Attorney General of the Union
- Incumbent
- Assumed office 1 January 2023
- President: Luiz Inácio Lula da Silva
- Preceded by: Bruno Bianco

Personal details
- Born: Jorge Rodrigo Araújo Messias 25 February 1980 (age 46) Recife, Pernambuco, Brazil
- Alma mater: Federal University of Pernambuco (LL.B.) University of Brasília (M.A., D.Sc.)
- Profession: Attorney

= Jorge Messias =

Attorney General of Brazil since 2023

Jorge Rodrigo Araújo Messias (born 25 February 1980) is a Brazilian attorney, incumbent Attorney General of Brazil nominated by president Luiz Inácio Lula da Silva. He joined the Attorney General's Office in 2007 as prosecutor of National Finances and served as deputy chief for legal affairs of the Chief of Staff during the presidency of Dilma Rousseff.

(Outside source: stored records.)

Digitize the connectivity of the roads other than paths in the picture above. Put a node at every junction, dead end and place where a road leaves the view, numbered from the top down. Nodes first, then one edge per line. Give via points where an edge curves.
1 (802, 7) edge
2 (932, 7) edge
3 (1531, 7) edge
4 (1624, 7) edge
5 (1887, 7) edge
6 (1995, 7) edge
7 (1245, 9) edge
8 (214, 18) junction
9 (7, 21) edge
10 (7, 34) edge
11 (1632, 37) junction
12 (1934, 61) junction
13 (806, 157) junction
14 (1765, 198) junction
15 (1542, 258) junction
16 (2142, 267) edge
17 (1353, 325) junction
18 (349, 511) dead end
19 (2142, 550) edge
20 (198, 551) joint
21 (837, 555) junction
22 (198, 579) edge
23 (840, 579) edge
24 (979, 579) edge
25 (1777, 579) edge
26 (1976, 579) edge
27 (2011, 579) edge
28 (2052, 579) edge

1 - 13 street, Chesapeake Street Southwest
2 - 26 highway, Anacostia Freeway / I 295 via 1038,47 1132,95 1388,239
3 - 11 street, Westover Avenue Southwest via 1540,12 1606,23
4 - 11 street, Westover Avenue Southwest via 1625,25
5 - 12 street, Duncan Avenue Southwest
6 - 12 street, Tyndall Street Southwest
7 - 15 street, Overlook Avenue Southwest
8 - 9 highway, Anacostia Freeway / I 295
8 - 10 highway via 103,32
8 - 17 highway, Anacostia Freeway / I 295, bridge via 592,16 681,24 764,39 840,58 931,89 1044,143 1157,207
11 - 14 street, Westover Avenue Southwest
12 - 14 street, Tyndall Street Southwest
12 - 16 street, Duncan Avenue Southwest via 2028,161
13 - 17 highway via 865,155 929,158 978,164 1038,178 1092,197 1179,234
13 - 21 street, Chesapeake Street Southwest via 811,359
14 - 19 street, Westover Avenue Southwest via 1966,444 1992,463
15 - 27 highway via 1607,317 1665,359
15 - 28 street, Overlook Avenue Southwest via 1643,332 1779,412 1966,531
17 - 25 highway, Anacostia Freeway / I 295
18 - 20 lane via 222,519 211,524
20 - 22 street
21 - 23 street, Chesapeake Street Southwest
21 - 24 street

On 20 November 2025, president Lula nominated Messias to the Supreme Federal Court seat vacated by the retirement of Luís Roberto Barroso. His confirmation hearing in the Federal Senate took place on 29 April 2026, and he was rejected by a vote of 34 to 42. It was the first time since 1894 that the Senate rejected a presidential nomination to the Supreme Court.

== Career ==
Messias also worked as prosecutor in the Central Bank of Brazil and the Brazilian Development Bank (BNDES), legal consultant in the Ministry of Science, Technology and Innovation, secretary of regulation and oversight of Higher Education in the Ministry of Education, deputy chief of government political analysis and follow-up in the Chief of Staff and parliamentary assistant to senator Jaques Wagner.

He gained notoriety in 2016, after being mentioned in a phone call recording between then-president Dilma Rousseff and former president Lula, who was being investigated as part of Operation Car Wash and was nominated, but not yet sworn-in, as Chief of Staff. In an audio leaked by judge Sergio Moro, Dilma informed that she would forward, through "Bessias" (Rousseff was sick), the term of office for use "in case of need".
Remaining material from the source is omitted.